> **WHAT TO WORK ON**:
Among the entries below, find how many lines carry the word "Battaglia" and state only that figure.

> **DATA TO USE**:
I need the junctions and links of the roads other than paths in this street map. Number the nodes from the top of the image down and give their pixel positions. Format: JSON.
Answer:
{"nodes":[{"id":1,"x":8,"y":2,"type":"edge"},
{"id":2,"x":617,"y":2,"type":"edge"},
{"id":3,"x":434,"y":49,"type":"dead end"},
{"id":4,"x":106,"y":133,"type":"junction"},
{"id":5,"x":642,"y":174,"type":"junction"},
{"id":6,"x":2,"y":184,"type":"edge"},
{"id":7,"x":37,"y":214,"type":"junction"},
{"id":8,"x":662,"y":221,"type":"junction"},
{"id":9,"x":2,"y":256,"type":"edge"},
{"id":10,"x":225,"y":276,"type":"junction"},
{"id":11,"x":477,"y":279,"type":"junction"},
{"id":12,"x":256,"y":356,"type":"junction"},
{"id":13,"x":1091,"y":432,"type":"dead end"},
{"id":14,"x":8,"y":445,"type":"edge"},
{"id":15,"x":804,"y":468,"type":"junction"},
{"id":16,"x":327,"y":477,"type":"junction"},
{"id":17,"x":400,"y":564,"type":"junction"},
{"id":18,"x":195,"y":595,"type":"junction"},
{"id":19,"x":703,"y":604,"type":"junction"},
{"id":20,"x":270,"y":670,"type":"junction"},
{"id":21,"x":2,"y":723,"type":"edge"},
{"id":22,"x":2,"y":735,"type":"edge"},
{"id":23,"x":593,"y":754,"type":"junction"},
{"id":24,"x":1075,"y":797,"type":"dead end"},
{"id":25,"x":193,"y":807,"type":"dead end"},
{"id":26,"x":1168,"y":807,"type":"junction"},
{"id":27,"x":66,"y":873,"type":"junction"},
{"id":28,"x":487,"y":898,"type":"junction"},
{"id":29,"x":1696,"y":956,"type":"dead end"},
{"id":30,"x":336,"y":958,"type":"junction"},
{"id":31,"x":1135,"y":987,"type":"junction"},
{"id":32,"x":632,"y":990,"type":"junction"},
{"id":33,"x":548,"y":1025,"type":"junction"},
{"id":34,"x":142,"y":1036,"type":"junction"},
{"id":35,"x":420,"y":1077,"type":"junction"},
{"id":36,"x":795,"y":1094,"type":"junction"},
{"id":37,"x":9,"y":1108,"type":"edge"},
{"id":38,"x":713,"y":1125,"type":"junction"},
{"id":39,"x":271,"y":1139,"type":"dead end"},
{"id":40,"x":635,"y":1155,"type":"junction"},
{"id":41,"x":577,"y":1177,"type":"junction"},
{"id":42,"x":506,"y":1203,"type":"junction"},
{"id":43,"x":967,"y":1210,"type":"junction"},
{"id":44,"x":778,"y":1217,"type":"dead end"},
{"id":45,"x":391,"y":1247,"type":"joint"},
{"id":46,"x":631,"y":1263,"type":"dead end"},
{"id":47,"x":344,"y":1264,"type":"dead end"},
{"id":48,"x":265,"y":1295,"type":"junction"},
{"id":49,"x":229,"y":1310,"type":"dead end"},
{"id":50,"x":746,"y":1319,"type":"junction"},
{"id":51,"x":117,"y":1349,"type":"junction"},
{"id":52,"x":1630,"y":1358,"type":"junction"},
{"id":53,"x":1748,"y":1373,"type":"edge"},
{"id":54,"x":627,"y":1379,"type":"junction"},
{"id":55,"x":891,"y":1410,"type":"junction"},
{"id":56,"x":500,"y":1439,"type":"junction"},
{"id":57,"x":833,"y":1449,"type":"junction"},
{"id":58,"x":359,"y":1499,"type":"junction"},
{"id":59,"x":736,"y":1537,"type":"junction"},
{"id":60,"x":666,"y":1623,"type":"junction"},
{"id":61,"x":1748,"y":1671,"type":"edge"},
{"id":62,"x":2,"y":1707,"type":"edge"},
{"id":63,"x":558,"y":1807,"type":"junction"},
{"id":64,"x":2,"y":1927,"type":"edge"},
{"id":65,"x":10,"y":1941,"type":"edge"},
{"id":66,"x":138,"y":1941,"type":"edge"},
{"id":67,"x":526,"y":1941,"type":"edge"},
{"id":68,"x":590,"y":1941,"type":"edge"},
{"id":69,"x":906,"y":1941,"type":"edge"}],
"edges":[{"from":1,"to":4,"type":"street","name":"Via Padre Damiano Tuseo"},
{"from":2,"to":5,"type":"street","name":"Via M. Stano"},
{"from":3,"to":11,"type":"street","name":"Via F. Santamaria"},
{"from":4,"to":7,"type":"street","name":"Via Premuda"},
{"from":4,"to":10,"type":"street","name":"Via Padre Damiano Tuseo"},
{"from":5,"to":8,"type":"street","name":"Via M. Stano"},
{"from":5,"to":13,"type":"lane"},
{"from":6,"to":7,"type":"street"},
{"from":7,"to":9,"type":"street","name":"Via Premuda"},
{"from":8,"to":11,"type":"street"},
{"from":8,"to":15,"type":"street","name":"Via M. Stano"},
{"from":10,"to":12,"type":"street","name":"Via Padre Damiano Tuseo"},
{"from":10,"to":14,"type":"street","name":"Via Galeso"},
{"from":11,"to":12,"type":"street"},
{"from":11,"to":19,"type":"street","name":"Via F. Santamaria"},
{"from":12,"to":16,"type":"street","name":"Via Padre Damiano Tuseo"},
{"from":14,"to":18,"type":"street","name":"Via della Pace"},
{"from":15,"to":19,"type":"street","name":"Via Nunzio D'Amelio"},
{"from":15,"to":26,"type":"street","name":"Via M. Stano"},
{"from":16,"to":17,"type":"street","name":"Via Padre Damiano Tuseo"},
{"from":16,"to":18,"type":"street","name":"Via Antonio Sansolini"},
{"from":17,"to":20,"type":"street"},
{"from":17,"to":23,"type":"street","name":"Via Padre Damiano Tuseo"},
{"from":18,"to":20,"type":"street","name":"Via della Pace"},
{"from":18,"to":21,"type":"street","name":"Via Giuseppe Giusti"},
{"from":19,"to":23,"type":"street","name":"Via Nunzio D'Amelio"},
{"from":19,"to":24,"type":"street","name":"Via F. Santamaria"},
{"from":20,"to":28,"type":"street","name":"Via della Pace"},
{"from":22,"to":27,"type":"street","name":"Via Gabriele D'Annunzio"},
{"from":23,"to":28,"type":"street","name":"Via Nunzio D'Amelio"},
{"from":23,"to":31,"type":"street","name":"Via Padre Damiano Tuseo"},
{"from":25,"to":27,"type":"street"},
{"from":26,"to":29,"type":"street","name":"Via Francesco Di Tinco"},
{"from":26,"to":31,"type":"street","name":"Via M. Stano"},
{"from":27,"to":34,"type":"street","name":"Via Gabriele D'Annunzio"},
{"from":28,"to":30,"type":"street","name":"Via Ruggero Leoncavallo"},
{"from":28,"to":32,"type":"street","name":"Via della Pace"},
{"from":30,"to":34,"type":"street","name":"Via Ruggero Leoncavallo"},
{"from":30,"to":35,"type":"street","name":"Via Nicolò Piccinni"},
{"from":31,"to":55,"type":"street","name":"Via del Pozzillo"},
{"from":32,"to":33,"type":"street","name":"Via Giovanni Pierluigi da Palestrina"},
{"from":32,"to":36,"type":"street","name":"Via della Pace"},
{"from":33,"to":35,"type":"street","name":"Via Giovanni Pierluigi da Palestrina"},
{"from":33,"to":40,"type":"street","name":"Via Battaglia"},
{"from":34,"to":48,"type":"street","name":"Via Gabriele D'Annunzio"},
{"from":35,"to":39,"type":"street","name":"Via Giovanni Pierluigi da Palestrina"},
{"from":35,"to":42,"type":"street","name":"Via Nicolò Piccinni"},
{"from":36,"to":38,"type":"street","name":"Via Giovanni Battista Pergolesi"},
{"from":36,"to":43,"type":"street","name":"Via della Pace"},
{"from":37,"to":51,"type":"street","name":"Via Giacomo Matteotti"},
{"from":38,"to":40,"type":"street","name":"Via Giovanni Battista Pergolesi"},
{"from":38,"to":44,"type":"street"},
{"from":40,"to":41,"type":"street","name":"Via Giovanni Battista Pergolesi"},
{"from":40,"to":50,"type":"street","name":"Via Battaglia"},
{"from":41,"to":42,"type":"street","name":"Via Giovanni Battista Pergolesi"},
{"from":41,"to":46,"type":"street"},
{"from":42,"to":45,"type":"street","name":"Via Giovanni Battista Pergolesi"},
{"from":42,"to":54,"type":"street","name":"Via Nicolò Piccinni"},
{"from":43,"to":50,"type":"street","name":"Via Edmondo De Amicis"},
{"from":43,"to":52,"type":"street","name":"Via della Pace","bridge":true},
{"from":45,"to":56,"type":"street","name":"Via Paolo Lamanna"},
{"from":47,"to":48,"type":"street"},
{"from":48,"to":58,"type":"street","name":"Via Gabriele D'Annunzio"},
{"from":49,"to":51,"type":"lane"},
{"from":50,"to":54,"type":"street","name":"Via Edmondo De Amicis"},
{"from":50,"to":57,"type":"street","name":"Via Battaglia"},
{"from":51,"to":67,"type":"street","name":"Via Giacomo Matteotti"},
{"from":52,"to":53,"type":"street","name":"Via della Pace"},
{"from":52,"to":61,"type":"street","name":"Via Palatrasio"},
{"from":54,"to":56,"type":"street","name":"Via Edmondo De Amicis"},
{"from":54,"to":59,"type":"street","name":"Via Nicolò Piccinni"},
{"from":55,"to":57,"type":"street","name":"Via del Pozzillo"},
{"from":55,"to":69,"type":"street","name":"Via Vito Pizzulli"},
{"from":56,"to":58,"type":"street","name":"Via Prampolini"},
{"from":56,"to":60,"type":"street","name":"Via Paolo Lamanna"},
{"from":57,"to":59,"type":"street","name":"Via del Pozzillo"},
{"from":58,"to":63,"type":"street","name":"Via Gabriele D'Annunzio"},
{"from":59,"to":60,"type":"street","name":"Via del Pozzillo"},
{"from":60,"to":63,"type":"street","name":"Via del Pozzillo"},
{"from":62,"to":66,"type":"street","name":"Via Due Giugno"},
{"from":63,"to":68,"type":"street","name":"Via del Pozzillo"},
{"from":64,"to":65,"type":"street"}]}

> **EXERCISE OUTPUT**:
3